Be aware that the Quadra only takes a limited amount of light modifiers directly on the tiny strobe head ... there is an adapter to allow use of standard EL modifiers. However, the demure Quadra head can only take so much torque.
IMO and direct experience with using Elinchrom for many years before finally switching to Profoto as my main lighting system, is that the modifier mount on Elinchrom is it's weakest feature ... in fact I think it is the worst one out there. Profoto is miles ahead, and is far more secure ... plus, the Profoto method of mounting modifiers is not fixed ... most any modifier can slid back and forth on the body of the head to create different degrees of focus and intensity.

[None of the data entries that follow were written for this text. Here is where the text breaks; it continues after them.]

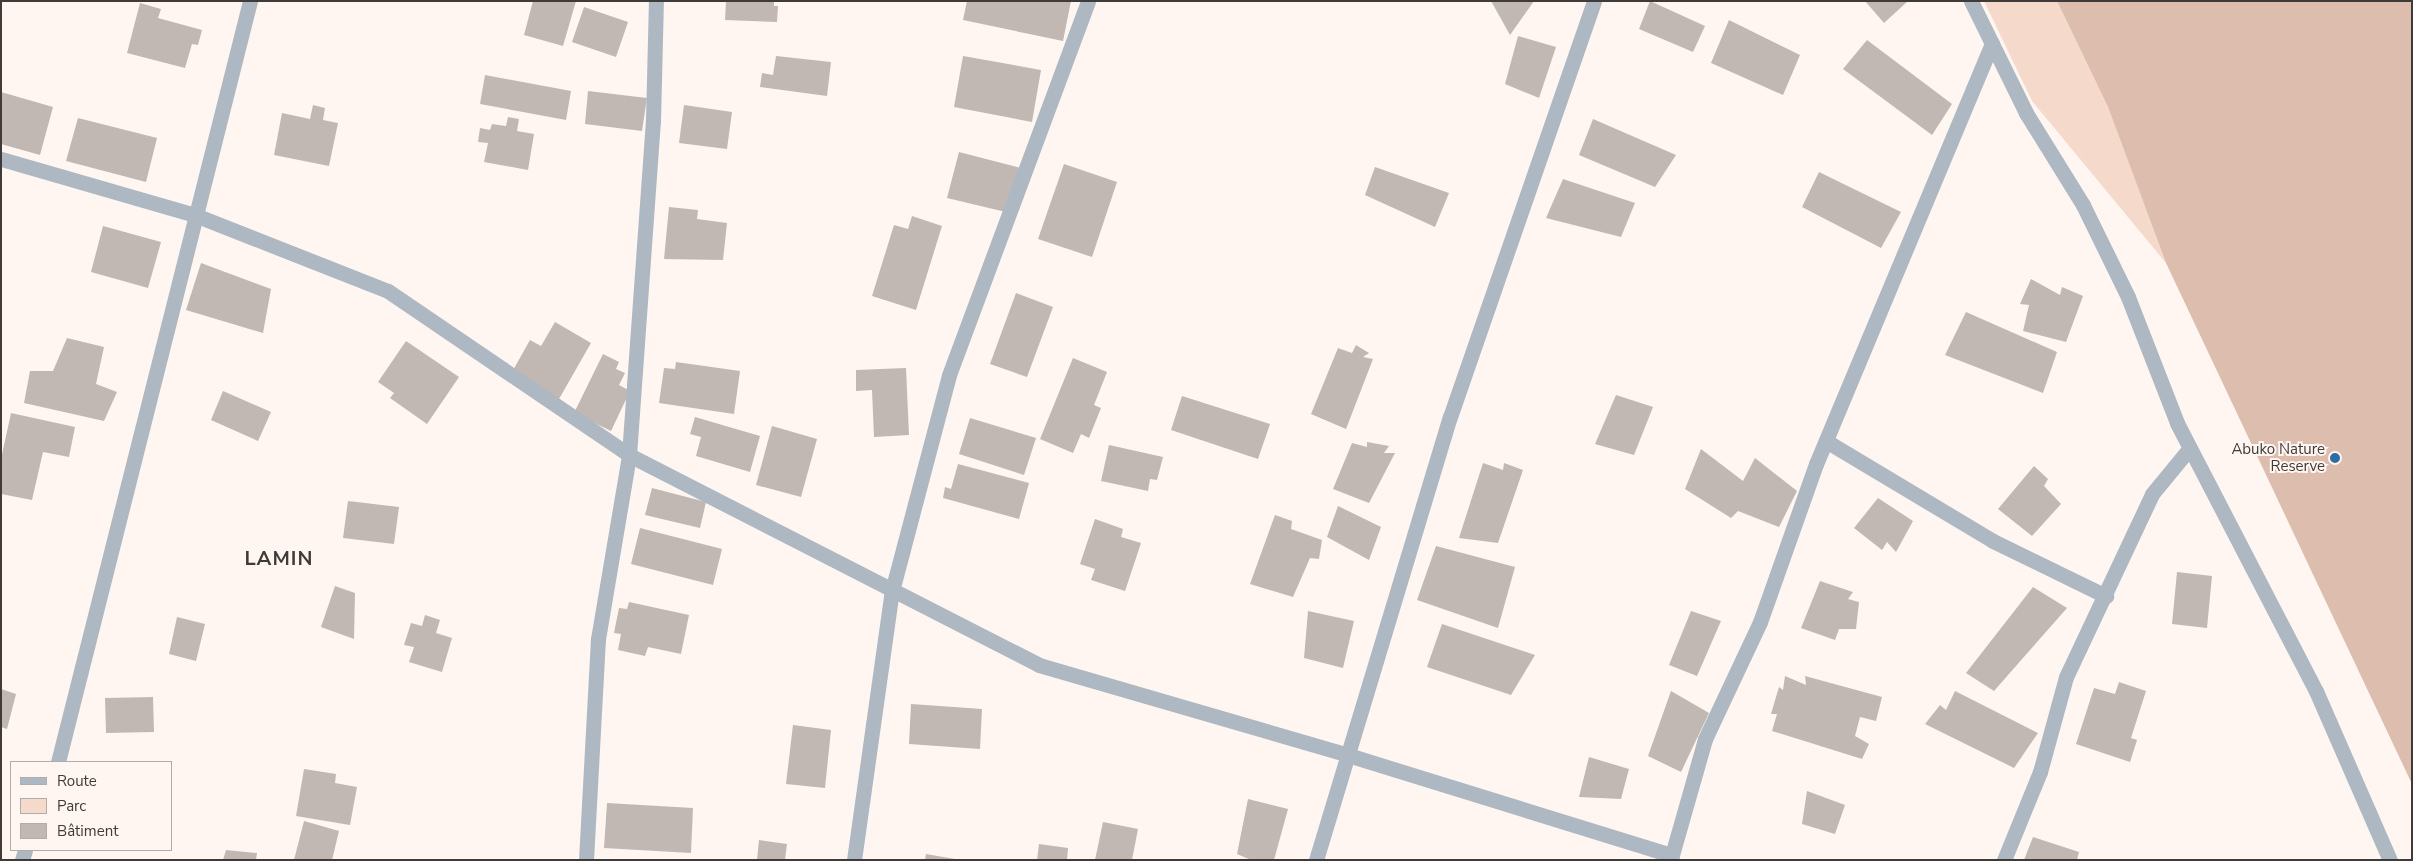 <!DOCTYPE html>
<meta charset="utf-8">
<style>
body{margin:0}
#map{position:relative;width:2413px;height:861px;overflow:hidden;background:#fff5f1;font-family:"Nunito Sans",sans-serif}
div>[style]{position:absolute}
.green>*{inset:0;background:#f5d9cb}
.forest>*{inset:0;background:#dcbdae}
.building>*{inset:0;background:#c1b8b4}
.minor>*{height:15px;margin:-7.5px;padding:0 7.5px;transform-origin:7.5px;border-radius:7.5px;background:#adb8c2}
.dots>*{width:14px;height:14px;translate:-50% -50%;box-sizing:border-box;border:2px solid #fff5f1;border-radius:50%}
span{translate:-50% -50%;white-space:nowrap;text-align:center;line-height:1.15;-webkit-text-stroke:4px #fff5f1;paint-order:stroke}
.poi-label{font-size:15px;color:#3f3b39}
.right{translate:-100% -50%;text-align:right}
.district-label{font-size:20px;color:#3f3b39;font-weight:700;letter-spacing:1px}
.frame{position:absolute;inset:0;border:2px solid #3f3b39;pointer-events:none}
.legend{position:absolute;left:10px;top:761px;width:162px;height:90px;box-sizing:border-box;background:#fff5f1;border:1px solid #b2aba7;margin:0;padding:6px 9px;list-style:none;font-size:15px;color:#3f3b39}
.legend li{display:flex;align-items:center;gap:10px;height:25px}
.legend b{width:25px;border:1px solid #b2aba7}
</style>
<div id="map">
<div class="green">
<i style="clip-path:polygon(1984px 1px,2057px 1px,2108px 107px,2166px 263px,2032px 101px)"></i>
</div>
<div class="forest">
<i style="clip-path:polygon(2057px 1px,2412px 1px,2412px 784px,2166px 263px,2108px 107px)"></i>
</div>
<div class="building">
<i style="clip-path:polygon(533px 1px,576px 1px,563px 46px,524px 35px)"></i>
<i style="clip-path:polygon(726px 1px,774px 1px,774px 6px,778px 6px,777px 22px,725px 20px)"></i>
<i style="clip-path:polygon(967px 1px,1071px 1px,1063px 41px,963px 20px)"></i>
<i style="clip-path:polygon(1491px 1px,1534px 1px,1510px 35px)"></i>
<i style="clip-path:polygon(1650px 1px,1705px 26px,1693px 52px,1639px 29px)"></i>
<i style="clip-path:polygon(1865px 1px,1908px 1px,1884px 23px)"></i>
<i style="clip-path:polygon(140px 3px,161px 9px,158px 18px,202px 30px,198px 45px,192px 44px,185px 68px,127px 53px)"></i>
<i style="clip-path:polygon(584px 7px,628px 22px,616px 57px,572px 42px)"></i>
<i style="clip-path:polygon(1729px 20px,1800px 55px,1783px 95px,1711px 63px)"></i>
<i style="clip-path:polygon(1518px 36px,1556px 47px,1539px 98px,1505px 84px)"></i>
<i style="clip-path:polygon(1867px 40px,1952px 104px,1932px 135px,1843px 69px)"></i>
<i style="clip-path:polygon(776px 56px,831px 62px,827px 96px,760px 87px,762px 73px,773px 75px)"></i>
<i style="clip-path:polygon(963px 56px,1041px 70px,1032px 122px,954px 107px)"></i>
<i style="clip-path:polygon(485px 75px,571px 91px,566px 120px,480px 104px)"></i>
<i style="clip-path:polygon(588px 91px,647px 98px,642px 131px,585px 124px)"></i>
<i style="clip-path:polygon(1px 92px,53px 107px,40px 155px,1px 144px)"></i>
<i style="clip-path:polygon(313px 105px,325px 108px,323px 120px,338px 123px,329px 166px,274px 155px,282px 113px,310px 119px)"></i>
<i style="clip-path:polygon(684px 105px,732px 112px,727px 149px,679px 143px)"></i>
<i style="clip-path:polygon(508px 117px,519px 119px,517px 131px,534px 134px,528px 170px,484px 162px,488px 143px,478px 142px,480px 128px,490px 130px,492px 124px,506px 126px)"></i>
<i style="clip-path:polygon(78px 118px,157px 138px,146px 182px,66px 161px)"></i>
<i style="clip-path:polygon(1593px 119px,1676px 155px,1655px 187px,1579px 155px)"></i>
<i style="clip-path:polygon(959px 152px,1021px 168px,1010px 213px,947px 198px)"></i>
<i style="clip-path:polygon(1064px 164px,1117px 182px,1092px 257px,1038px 239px)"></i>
<i style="clip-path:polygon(1375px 167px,1449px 193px,1435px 227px,1365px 195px)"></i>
<i style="clip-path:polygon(1819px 172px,1901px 212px,1881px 248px,1802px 207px)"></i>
<i style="clip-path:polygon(1563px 179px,1635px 203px,1621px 237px,1546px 218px)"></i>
<i style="clip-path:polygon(669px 207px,698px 210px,697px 219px,727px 223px,723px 260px,664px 259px)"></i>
<i style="clip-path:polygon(912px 216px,942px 226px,916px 310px,872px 296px,894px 225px,908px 229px)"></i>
<i style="clip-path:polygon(103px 226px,161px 242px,148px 288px,91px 272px)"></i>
<i style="clip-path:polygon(201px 263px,271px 289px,263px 333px,186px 310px)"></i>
<i style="clip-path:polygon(2031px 279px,2060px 295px,2062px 287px,2083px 296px,2066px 342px,2023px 331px,2029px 305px,2020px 304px)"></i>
<i style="clip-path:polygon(1016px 293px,1053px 307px,1027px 377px,990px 364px)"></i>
<i style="clip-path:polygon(1966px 312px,2057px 352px,2043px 393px,1945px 355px)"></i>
<i style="clip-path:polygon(555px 322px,591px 343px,559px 399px,512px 372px,530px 340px,541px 346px)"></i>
<i style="clip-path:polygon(67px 338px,104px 347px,96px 384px,117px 392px,104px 421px,24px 403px,30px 371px,53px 371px)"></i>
<i style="clip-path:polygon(406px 341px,459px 377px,427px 424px,390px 398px,394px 393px,378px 382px)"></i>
<i style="clip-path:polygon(1356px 345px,1369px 353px,1363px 357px,1373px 359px,1346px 429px,1311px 414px,1338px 348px,1352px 353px)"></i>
<i style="clip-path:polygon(603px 354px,619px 362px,616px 369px,625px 373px,619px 385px,630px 391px,611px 431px,574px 413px)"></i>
<i style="clip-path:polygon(1073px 358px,1107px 372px,1094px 405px,1101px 408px,1089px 438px,1081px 434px,1073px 453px,1040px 439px)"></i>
<i style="clip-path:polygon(676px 362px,740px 371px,734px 414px,659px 403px,664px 368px,675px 369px)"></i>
<i style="clip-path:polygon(906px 368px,909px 435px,874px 437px,872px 390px,856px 391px,856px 370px)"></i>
<i style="clip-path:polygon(223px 391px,271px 412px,258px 441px,211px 420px)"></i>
<i style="clip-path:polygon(1616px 395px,1653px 407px,1634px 455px,1595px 444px)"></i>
<i style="clip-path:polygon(1182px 396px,1270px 424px,1258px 459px,1171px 430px)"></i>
<i style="clip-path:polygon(11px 413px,75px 427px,69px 457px,43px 452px,32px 500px,1px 494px,1px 459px)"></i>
<i style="clip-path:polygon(695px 417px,760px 436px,750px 472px,696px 456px,701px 437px,690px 434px)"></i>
<i style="clip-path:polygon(970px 418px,1036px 438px,1024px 475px,959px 454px)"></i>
<i style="clip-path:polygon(772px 426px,817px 439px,801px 497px,756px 485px)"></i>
<i style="clip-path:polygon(1367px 442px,1389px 446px,1384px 453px,1395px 453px,1369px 503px,1333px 489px,1352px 443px,1367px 447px)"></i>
<i style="clip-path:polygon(1109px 445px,1163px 457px,1157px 480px,1150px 479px,1148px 491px,1101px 481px)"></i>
<i style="clip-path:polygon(1701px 449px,1743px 481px,1755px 458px,1797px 491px,1779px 527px,1738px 511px,1731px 518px,1685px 489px)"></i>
<i style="clip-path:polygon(1483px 463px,1503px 470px,1504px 463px,1523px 470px,1498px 543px,1459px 538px)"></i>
<i style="clip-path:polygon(958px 464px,1029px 483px,1019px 519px,943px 498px,945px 487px,951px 489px)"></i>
<i style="clip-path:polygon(2034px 466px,2048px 479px,2044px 486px,2061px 504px,2032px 536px,1998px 509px)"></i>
<i style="clip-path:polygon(652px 488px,706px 502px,700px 528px,645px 515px)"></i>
<i style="clip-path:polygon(1878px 498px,1913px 521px,1896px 552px,1887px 542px,1882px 550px,1854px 528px)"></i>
<i style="clip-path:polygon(348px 501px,399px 507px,394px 544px,343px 538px)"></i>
<i style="clip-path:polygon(1338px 506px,1381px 527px,1369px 560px,1327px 537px)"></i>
<i style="clip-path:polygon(1275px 515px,1292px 521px,1291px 529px,1322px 540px,1319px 559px,1310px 558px,1293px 597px,1250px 584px)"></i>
<i style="clip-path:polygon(1095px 519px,1123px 529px,1121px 537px,1141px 543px,1125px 591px,1091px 580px,1095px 569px,1080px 564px)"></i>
<i style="clip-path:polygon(640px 528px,722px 549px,713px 585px,631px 564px)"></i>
<i style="clip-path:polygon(1436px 546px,1515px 567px,1498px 628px,1417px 600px)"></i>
<i style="clip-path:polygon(2177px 572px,2212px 576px,2207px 628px,2172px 624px)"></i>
<i style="clip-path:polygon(1820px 581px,1853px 592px,1848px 599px,1859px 602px,1856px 629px,1839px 629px,1835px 640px,1801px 628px)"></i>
<i style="clip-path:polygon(335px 586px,355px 593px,354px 639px,321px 627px)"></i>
<i style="clip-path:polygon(2033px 587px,2067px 608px,1994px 691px,1966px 673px)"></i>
<i style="clip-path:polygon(629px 602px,689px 615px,681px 654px,648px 647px,645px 656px,618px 650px,621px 634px,614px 633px,619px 608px,627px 609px)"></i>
<i style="clip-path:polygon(1308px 611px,1354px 621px,1343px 668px,1304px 658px)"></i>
<i style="clip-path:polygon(1691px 611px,1721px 621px,1697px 676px,1669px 665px)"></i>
<i style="clip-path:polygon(425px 615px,440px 620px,436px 633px,452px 638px,442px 672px,409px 662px,414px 647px,404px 645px,411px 623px,422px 626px)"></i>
<i style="clip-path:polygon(177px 617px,205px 624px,196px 661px,169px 654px)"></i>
<i style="clip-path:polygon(1442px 624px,1535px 655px,1511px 695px,1427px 667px)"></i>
<i style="clip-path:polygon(1785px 676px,1806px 685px,1805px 676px,1882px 697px,1876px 721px,1860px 717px,1855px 736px,1869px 744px,1862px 759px,1772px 731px,1777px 714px,1771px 714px,1779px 687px,1783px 690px)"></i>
<i style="clip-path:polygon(2119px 682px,2146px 691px,2131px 738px,2137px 740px,2130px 762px,2076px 744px,2094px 688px,2115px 694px)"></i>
<i style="clip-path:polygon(1px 689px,16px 694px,7px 729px,1px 727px)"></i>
<i style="clip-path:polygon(1671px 691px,1709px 713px,1681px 772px,1648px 756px)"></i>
<i style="clip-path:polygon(1955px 691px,2038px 733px,2014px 768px,1925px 724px,1940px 705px,1946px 710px)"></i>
<i style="clip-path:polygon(153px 697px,154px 732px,106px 733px,105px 698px)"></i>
<i style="clip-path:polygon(911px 704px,982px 709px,980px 749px,909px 744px)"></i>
<i style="clip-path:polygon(793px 725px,831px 730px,825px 788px,786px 784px)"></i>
<i style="clip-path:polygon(1589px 757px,1629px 769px,1621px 799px,1579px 797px)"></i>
<i style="clip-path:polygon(304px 769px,336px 774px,335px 783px,357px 787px,350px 825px,296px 816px)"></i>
<i style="clip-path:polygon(1807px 791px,1845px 805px,1835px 834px,1802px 824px)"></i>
<i style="clip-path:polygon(1248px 799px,1288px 809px,1274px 860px,1251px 860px,1237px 854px)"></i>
<i style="clip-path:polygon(607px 803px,693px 808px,691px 853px,604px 848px)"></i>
<i style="clip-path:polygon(304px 821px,339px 831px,332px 860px,294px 860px)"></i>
<i style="clip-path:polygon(1103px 822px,1138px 829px,1132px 860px,1095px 860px)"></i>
<i style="clip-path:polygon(2033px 837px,2079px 852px,2077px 860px,2024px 860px)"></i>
<i style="clip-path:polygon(759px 840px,787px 844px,785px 860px,757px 860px)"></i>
<i style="clip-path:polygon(1039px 844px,1068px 848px,1067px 860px,1037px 860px)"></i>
<i style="clip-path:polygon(226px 850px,257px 853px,256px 860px,223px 860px)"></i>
<i style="clip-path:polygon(926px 854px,955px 859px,955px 860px,925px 860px)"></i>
</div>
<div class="minor">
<i style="left:1971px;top:1px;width:125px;rotate:63.8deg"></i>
<i style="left:2026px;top:113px;width:108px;rotate:58.2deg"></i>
<i style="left:2083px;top:205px;width:102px;rotate:63.9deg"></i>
<i style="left:2128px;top:297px;width:135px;rotate:68.7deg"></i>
<i style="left:2177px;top:423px;width:302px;rotate:62.6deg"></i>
<i style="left:2316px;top:691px;width:184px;rotate:66.4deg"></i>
<i style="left:1px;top:159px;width:202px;rotate:16.1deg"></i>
<i style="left:195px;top:215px;width:207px;rotate:21.5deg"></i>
<i style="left:388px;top:291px;width:292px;rotate:34.2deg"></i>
<i style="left:629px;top:455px;width:461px;rotate:27.1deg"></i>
<i style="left:1039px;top:665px;width:322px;rotate:16.2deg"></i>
<i style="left:1348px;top:755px;width:339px;rotate:17.2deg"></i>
<i style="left:1672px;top:855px;width:5px;rotate:112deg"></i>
<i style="left:1826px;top:441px;width:195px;rotate:30.9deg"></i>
<i style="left:1993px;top:541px;width:126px;rotate:26deg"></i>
<i style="left:58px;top:762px;width:785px;rotate:-75.84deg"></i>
<i style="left:1672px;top:855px;width:121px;rotate:-74.1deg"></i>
<i style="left:1705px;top:739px;width:129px;rotate:-64.8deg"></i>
<i style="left:1760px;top:622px;width:168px;rotate:-70.5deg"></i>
<i style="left:1816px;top:464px;width:456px;rotate:-67.3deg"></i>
<i style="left:22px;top:860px;width:10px;rotate:-73deg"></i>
<i style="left:586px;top:860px;width:221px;rotate:-86.9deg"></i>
<i style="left:598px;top:639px;width:187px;rotate:-80.4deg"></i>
<i style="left:629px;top:455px;width:335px;rotate:-85.9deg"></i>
<i style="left:653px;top:121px;width:120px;rotate:-88.6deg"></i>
<i style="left:854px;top:860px;width:272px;rotate:-82deg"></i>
<i style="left:892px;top:591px;width:223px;rotate:-75.2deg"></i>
<i style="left:949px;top:375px;width:399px;rotate:-69.6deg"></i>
<i style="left:1316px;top:860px;width:463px;rotate:-73.2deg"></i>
<i style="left:1450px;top:417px;width:440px;rotate:-70.9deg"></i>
<i style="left:2004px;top:860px;width:95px;rotate:-67.8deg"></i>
<i style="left:2040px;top:772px;width:98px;rotate:-74.7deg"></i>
<i style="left:2066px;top:677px;width:202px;rotate:-64.8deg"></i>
<i style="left:2152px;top:494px;width:58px;rotate:-50.6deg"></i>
</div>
<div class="dots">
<i style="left:2335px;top:458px;background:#2c6ea4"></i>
</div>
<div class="poi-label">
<span class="right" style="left:2325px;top:458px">Abuko Nature<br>Reserve</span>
</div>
<div class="district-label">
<span style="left:279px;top:558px">LAMIN</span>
</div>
<div class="frame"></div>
<ul class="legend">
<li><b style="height:6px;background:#adb8c2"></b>Route</li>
<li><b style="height:14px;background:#f5d9cb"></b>Parc</li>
<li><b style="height:14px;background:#c1b8b4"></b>Bâtiment</li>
</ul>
</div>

If a main consideration is mobility where there is no power, look at the 1200 w/s Hensel Porty Lithium pack. Small, but packs a more punch than either of your choices. This new Hensel comes with radio receivers for Hensel's Strobe Wizard, FreeMask, and the same Profoto AIR triggers used in the D1s. Hensel also offers an AC mains adapter so the Porty can be used in the studio like any other studio pack. This pack with a pair of D1s could be a dandy studio kit.
The Hensel is expensive but you get what you pay for when it comes to lighting. To equal the output with the Quadra would require 3 units, and to make the D1 mobile would cost more for the battery inverter. You do the math.
Lastly, there is the radio trigger systems for these choices, the Profoto AIR allows far more distance compared to the Hensel Strobe Wizard and Elinchrom Skyport.